▸ Task instructions:
The answer must be every line below that contains the string "dead".

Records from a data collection
******************************
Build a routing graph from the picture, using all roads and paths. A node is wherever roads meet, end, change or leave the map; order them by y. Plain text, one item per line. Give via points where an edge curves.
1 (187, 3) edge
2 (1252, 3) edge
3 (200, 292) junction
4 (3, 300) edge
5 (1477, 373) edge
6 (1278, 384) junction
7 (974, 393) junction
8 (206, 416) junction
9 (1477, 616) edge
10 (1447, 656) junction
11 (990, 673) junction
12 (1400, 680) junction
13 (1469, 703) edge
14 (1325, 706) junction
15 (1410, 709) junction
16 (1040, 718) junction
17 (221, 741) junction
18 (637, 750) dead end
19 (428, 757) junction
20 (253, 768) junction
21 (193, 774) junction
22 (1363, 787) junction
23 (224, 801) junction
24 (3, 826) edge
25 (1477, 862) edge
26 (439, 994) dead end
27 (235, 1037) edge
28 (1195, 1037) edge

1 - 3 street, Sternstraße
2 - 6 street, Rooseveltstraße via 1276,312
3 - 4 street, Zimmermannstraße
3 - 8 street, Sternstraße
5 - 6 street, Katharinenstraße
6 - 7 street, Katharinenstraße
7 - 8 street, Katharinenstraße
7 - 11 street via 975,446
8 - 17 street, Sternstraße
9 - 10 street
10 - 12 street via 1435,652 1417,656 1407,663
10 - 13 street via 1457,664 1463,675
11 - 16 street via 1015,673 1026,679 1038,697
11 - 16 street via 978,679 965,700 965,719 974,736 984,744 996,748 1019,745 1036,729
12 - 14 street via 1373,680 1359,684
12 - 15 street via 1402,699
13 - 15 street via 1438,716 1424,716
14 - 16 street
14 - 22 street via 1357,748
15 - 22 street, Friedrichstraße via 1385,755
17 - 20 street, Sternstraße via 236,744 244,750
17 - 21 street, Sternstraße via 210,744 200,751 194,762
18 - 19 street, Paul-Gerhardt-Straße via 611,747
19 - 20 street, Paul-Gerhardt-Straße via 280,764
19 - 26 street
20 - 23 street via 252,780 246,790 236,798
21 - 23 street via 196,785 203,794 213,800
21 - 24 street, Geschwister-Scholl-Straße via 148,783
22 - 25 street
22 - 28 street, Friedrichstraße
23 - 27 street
******************************
▸ Completed exercise:
18 (637, 750) dead end
26 (439, 994) dead end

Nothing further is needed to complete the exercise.